Ganz anders, sehr nach Galerie, sah es zuvor bei Kurt Kurt in Moabit aus. Allerdings diente der Raum Simone Zaugg und Pfelder in den Anfangsjahren eher als Organisationsbüro für Aktionen im öffentlichen Raum. Auch After The Butcher, der Projektraum von Künstlern (Franziska Böhmer und Thomas Kilpper) für Künstler, ist ein solider weißer Raum, ehemals, wie der Name sagt, eine Metzgerei.

Schlicht und weiß ist auch Matthias Mayers Spor Klübü-Raum, obwohl das schlecht zu sehen war. Derzeit füllt ihn der weiße, von innen mit Lasern bestrahlte Ballon restlos aus, den die Künstlerin Annika Hippler als Hommage an Otto Piene aufbaute. Mit dem Gründungsjahr 2003 gehört Spor Klübu zu den Traditionsräumen unter den Projekträumen.

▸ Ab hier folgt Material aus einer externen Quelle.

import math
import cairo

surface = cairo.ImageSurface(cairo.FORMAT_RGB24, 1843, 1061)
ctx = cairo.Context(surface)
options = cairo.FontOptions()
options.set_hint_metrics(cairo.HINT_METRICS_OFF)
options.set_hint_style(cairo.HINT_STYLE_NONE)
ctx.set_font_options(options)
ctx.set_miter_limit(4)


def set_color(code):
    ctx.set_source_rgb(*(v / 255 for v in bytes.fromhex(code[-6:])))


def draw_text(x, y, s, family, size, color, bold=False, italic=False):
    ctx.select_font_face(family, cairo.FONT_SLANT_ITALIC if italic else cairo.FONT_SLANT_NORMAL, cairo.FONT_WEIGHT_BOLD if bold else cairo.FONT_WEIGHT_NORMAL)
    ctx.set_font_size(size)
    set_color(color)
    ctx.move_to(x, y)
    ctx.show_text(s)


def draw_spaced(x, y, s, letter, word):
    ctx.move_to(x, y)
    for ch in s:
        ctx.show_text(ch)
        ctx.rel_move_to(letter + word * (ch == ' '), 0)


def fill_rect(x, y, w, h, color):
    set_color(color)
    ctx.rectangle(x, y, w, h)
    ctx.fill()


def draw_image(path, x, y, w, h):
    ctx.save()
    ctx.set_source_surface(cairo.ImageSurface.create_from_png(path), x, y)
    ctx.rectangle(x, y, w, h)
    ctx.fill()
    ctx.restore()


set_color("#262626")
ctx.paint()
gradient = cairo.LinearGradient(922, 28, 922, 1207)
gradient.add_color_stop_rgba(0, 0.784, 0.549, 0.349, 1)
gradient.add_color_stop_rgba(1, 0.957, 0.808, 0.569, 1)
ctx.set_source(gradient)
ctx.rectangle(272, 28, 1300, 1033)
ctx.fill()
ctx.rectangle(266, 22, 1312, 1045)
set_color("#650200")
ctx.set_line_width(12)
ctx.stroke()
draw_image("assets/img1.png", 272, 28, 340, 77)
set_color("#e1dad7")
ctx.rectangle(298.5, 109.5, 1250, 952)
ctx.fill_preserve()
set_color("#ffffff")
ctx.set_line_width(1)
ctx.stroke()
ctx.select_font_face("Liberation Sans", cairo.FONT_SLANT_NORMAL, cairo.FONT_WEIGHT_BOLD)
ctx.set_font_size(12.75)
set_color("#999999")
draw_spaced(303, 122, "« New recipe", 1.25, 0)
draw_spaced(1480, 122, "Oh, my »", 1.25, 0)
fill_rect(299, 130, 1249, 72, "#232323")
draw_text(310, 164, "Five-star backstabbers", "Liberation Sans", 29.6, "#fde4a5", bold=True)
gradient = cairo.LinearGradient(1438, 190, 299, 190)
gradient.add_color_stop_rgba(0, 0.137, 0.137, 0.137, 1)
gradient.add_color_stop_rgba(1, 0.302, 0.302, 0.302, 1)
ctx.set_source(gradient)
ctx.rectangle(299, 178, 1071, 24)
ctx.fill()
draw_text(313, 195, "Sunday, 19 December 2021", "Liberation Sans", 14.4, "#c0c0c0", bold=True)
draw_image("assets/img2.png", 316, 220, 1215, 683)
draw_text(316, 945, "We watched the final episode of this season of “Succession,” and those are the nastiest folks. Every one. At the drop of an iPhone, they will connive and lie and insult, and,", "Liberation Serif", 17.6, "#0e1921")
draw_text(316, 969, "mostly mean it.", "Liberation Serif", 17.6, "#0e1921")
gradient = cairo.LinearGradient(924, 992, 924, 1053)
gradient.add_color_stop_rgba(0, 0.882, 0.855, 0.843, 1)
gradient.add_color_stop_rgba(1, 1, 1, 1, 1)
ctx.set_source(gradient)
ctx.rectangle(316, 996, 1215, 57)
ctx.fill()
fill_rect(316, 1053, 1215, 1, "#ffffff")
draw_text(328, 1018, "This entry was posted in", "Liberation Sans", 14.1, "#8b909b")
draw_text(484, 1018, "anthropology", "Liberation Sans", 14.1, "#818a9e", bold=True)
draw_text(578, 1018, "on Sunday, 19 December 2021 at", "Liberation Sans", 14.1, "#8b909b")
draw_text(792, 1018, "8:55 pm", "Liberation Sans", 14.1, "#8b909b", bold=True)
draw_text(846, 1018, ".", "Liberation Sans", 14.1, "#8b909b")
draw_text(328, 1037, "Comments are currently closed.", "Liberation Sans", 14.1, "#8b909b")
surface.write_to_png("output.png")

Seit 2008 betreiben Michael Bause, Christiane Bilger, Frank Eltner, Dirk Lebahn, Seraphina Lenz und Julia Ziegler „oqbo | raum für bild wort und ton“ in der Brunnenstraße. Herzstück ist der Grafikschrank, ein wachsendes Archiv mit Papierarbeiten von rund 90 Künstlerinnen und Künstlern. Ozean schließlich, der Projektraum der Künstlerin Hester Oerlemans auf dem Gelände des Atelierhofs Kreuzberg, zeigt sich luftig und am Freitag auch lecker, mit Kaffee und Petit Fours. Oerlemans gab dem überdachten, aber sonst nur vergitterten Stellplatz eine hölzerne Seitenwand, und gewitzt schloss sie den so entstandenen Ausstellungsraum mit einem großen Gitter ab – denn so spart sie sich die Aufsicht.